Monday, March 14, 2011

Does alcohol breed good writing habits?

In a recent blog post, Jess talked about the extent to which writing and publishing go hand in hand with booze, and the plusses and effects of this pairing. Here, I’d like to have a quick look at how the two may have come to be wed in the first place.

Say what you will about the quality of my writing (I know, I know, as many sentences as not are run-ons, and I totally overuse parentheses, I sometimes can’t resist going a little un-artfully sentimental, and I’ve never been published outside of this blog), but about the quantity of my writing I feel pretty good. I write one line poems on subway cars headed back to Brooklyn after long days at the office, I have notebooks filled with novel openings, and I’ve got several blog posts lined up and waiting to be polished. When I started taking writing workshops again about a year ago I promised myself to never workshop the same story twice, and so far I’ve been able to stick to that.

No, I’m not bragging. I don’t think I’m a particularly inspired writer, or that I suffer writer’s block any less than any other aspirants. The key is that the very moment a good (or, let’s be honest, even decent) idea—be it for a blog post, a short story, an opening line of an as yet-to-be-determined project, or even a screenplay I have no aspirations to write—comes to me, I immediately pick up the nearest pen and closest piece of paper and scribble away. Sometimes this commitment requires ducking into small bodegas to buy an overpriced pen that usually doesn’t last very long even though I have an entire drawer of pens at home. On more than one occasion the only available paper has been a cocktail napkin or the margins of an already published book. My boyfriend Ben (the biggest Michigan football fan around) and I made a big to-do about watching last year’s opening game out at a bar. A tribute at half time inspired a short story idea that I spent the second half of the game filling cocktail napkins with until, line by line, the story was finished. Thursday nights are pretty sacred for Ben and me—we watch NBC’s sitcom line-up (The Office, 30 Rock, etc) over a beer or two and generally unwind after a long week. But when the idea for the Alice Munro/Grey’s Anatomy post that I wrote a few weeks ago hit me while he was on a quick beer run in between shows I still put the whole thing down, word for word. (He’s known me long enough that when he came home to see me scribbling furiously all I had to say was, “I thought of a blog post” for him to retreat gamely to the other side of the couch to wait for me to finish—he’s the best, that one.)

This habit wasn’t born out of discipline, determination, or even a willing time commitment to my hobby. They key to doing this is being aware of the fact that the ideas that come to all of us suddenly, at odd times throughout the day, are not going to stick around forever. (How many times have all of us though, “huh, that’s not a bad idea, remember that for later,” only to never give it a second thought?) After all, if you’ve forgotten you had a good idea in the first place, you don’t realize there’s a problem. You’ve forgotten that there was anything to be lost. You’ve forgotten that there’s anything that was worth saving that wasn’t saved.

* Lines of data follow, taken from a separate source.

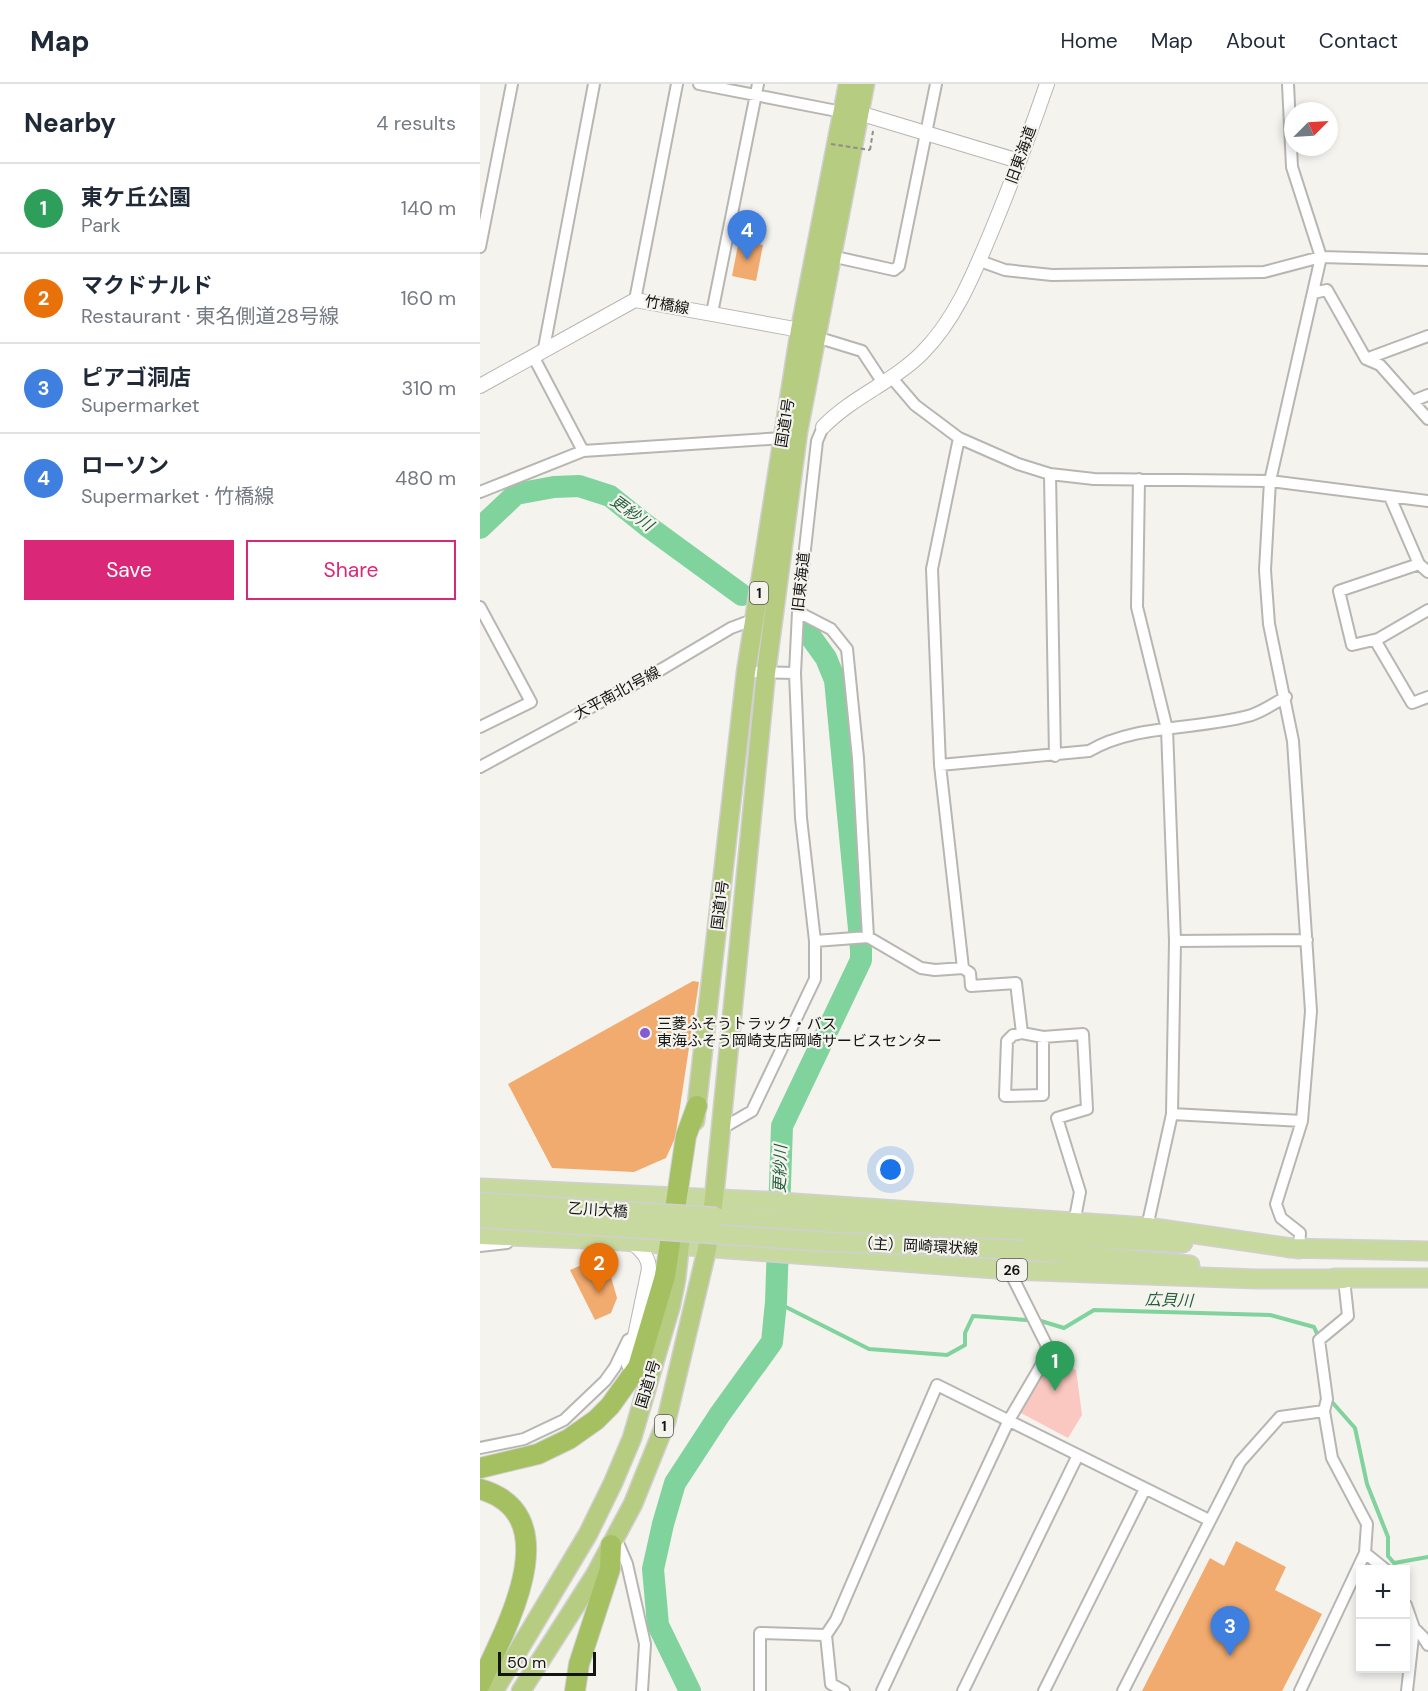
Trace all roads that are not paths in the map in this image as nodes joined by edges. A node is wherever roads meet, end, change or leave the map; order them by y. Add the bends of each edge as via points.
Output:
1 (513, 84) edge
2 (594, 84) edge
3 (677, 84) edge
4 (699, 84) edge
5 (758, 84) edge
6 (848, 84) edge
7 (866, 84) edge
8 (936, 84) edge
9 (1047, 84) edge
10 (1288, 84) edge
11 (756, 96) junction
12 (851, 113) junction
13 (925, 132) junction
14 (1019, 161) junction
15 (480, 247) edge
16 (831, 256) junction
17 (1321, 257) junction
18 (1428, 260) edge
19 (980, 261) junction
20 (1313, 293) junction
21 (635, 300) junction
22 (712, 313) junction
23 (808, 334) junction
24 (1428, 336) edge
25 (539, 352) junction
26 (1366, 359) junction
27 (887, 380) junction
28 (480, 386) edge
29 (1428, 395) edge
30 (1413, 401) junction
31 (1428, 419) edge
32 (824, 427) joint
33 (783, 438) junction
34 (959, 438) junction
35 (583, 450) junction
36 (1050, 474) junction
37 (1139, 479) junction
38 (1270, 481) junction
39 (480, 492) edge
40 (1390, 497) junction
41 (1428, 501) edge
42 (1419, 564) junction
43 (1428, 572) edge
44 (480, 607) edge
45 (1428, 610) edge
46 (798, 612) junction
47 (755, 619) junction
48 (1375, 640) junction
49 (746, 672) junction
50 (766, 673) junction
51 (795, 673) junction
52 (1286, 697) junction
53 (1428, 697) edge
54 (480, 727) edge
55 (1167, 729) junction
56 (1055, 756) junction
57 (481, 764) edge
58 (940, 765) junction
59 (868, 937) junction
60 (1307, 940) junction
61 (815, 941) junction
62 (1175, 941) junction
63 (963, 968) junction
64 (1022, 1033) junction
65 (1043, 1037) junction
66 (697, 1106) joint
67 (1172, 1114) junction
68 (1302, 1121) junction
69 (721, 1129) junction
70 (480, 1189) edge
71 (680, 1198) junction
72 (714, 1198) junction
73 (480, 1218) edge
74 (738, 1219) joint
75 (1074, 1223) junction
76 (1147, 1227) junction
77 (480, 1235) edge
78 (555, 1238) junction
79 (632, 1242) junction
80 (1024, 1243) junction
81 (480, 1245) edge
82 (675, 1245) junction
83 (707, 1249) junction
84 (1299, 1249) junction
85 (1428, 1251) edge
86 (1009, 1270) junction
87 (1428, 1278) edge
88 (1344, 1279) junction
89 (636, 1336) junction
90 (620, 1392) junction
91 (1324, 1411) junction
92 (1009, 1420) junction
93 (480, 1448) edge
94 (1078, 1455) junction
95 (480, 1468) edge
96 (1145, 1488) junction
97 (480, 1489) edge
98 (1209, 1520) junction
99 (613, 1540) junction
100 (1365, 1553) junction
101 (1381, 1565) edge
102 (1410, 1616) edge
103 (1414, 1628) junction
104 (826, 1635) junction
105 (1428, 1645) edge
106 (480, 1684) edge
107 (831, 1688) edge
108 (494, 1691) edge
109 (521, 1691) edge
110 (574, 1691) edge
111 (642, 1691) edge
112 (760, 1691) edge
113 (844, 1691) edge
114 (882, 1691) edge
115 (963, 1691) edge
116 (1044, 1691) edge
117 (1123, 1691) edge
118 (1300, 1691) edge
119 (1407, 1691) edge

1 - 15 street
2 - 25 street
3 - 21 street
4 - 11 street
5 - 11 street
6 - 12 highway, 国道1号 / 1
7 - 12 highway, 国道1号 / 1
8 - 13 street
9 - 14 street, 旧東海道
10 - 17 street via 1292,167
11 - 12 street
11 - 22 street
12 - 13 street
12 - 16 highway, 国道1号 / 1
12 - 23 highway, 国道1号 / 1
13 - 14 street
13 - 16 street via 898,266 894,270
14 - 19 street, 旧東海道
16 - 23 highway, 国道1号 / 1
17 - 18 street
17 - 19 street via 1264,272 1052,275 1005,270
17 - 20 street
19 - 27 street, 旧東海道 via 939,335
20 - 26 street via 1327,290
20 - 38 street
21 - 22 street, 竹橋線
21 - 25 street, 竹橋線
22 - 23 street, 竹橋線
23 - 27 street via 862,351
23 - 33 highway, 国道1号 / 1
23 - 50 highway, 国道1号 / 1
24 - 26 street
25 - 28 street, 竹橋線
25 - 35 street
26 - 30 street via 1380,365
27 - 32 street, 旧東海道
27 - 34 street
29 - 30 street
30 - 31 street
32 - 46 street, 旧東海道 via 817,441
33 - 35 street
33 - 47 highway, 国道1号 / 1
34 - 36 street
34 - 58 street via 932,569
35 - 39 street
36 - 37 street
36 - 56 street
37 - 38 street
37 - 55 street via 1137,607
38 - 40 street
38 - 52 street via 1265,570 1269,624
40 - 41 street
40 - 42 street
42 - 43 street
42 - 48 street via 1339,591 1352,645
44 - 54 street via 531,702
45 - 48 street
46 - 51 street, 旧東海道
46 - 59 street via 831,629 847,649 858,758
47 - 49 highway, 国道1号 / 1
47 - 57 street, 大平南北1号線 via 731,628 662,669
48 - 53 street via 1412,703
49 - 50 street
49 - 66 highway, 国道1号 / 1
50 - 51 street
50 - 69 highway, 国道1号 / 1
51 - 61 street, 旧東海道 via 801,818
52 - 55 street via 1250,716
52 - 60 street via 1293,741
55 - 56 street via 1105,741 1089,751
55 - 62 street
56 - 58 street
58 - 63 street
59 - 61 street
59 - 63 street via 921,968
60 - 62 street
60 - 68 street via 1311,1011
61 - 69 street, 旧東海道 via 815,980 752,1111
62 - 67 street
63 - 64 street via 970,973 971,986 1016,984
64 - 65 street
64 - 65 street via 1007,1041 1005,1096 1043,1095
65 - 75 street via 1083,1034 1087,1108 1057,1118 1080,1192
66 - 71 highway via 686,1136
67 - 68 street
67 - 76 street
68 - 84 street via 1276,1204 1281,1218 1300,1233
69 - 72 highway, 国道1号 / 1
70 - 71 main road, 26
70 - 74 main road, 乙川大橋 / 26, bridge
71 - 72 main road, 26
71 - 82 highway
72 - 75 main road, 26
72 - 83 highway, 国道1号 / 1
73 - 80 main road, （主）岡崎環状線 / 26, bridge via 829,1242
74 - 80 main road, （主）岡崎環状線 / 26
75 - 76 main road, 26
76 - 84 main road, 26
77 - 78 main road, 26
78 - 79 main road, 26
78 - 81 street
79 - 82 main road, 26
79 - 89 street via 644,1253 650,1269
80 - 84 main road, （主）岡崎環状線 / 26
80 - 88 main road, （主）岡崎環状線 / 26
82 - 83 main road, 26
82 - 90 highway via 644,1352
82 - 108 highway, 国道1号 / 1 via 676,1280 632,1438 588,1534
83 - 86 main road, 26
83 - 99 highway, 国道1号 / 1 via 666,1422 633,1504
84 - 85 main road, （主）岡崎環状線 / 26
86 - 88 main road, 26
86 - 92 street via 1047,1346 1043,1362
87 - 88 main road, （主）岡崎環状線 / 26
88 - 91 street via 1348,1316 1319,1340 1327,1399
89 - 90 street
89 - 93 street via 628,1340 605,1381 564,1420 524,1439
90 - 95 highway via 596,1420 568,1439 538,1454
91 - 98 street via 1280,1416 1240,1462
91 - 100 street via 1332,1458 1367,1524
92 - 94 street
92 - 104 street via 937,1384 836,1620
92 - 114 street
94 - 96 street
94 - 115 street
96 - 98 street
96 - 116 street
97 - 106 highway via 496,1494 514,1509 525,1528 527,1559 506,1629
98 - 117 street
99 - 109 highway, 国道1号 / 1
99 - 110 highway via 610,1569
99 - 111 street via 627,1564 645,1644
100 - 101 street
100 - 118 street
102 - 103 street
103 - 105 street
103 - 119 street
104 - 107 street
104 - 112 street via 759,1634
107 - 113 street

And here’s where the alcohol comes in. The channel through which I first realized how well fleeting thoughts can serve a writer in the end was the not small amount of alcohol I drank in college, as undergrads are wont to do. As many of you well know, alcohol—and more particularly having drunken quite a lot of it with masses of close friends in the midst of all kinds of seemingly compelling drama that the young love to breed—makes even the most cynical a bit whimsical, sentimental, or poetic. As an English major, I used to drunkenly text myself the one liners and notes that were inspired by the things and people I saw when I was out on Saturday nights far past when I should have been. The next mornings I would always wake a little stunned to see that I had over a dozen or so texts, and was always both relived and a little bit embarrassed to see that they were all from me to me, and all scraps of drunken creativity.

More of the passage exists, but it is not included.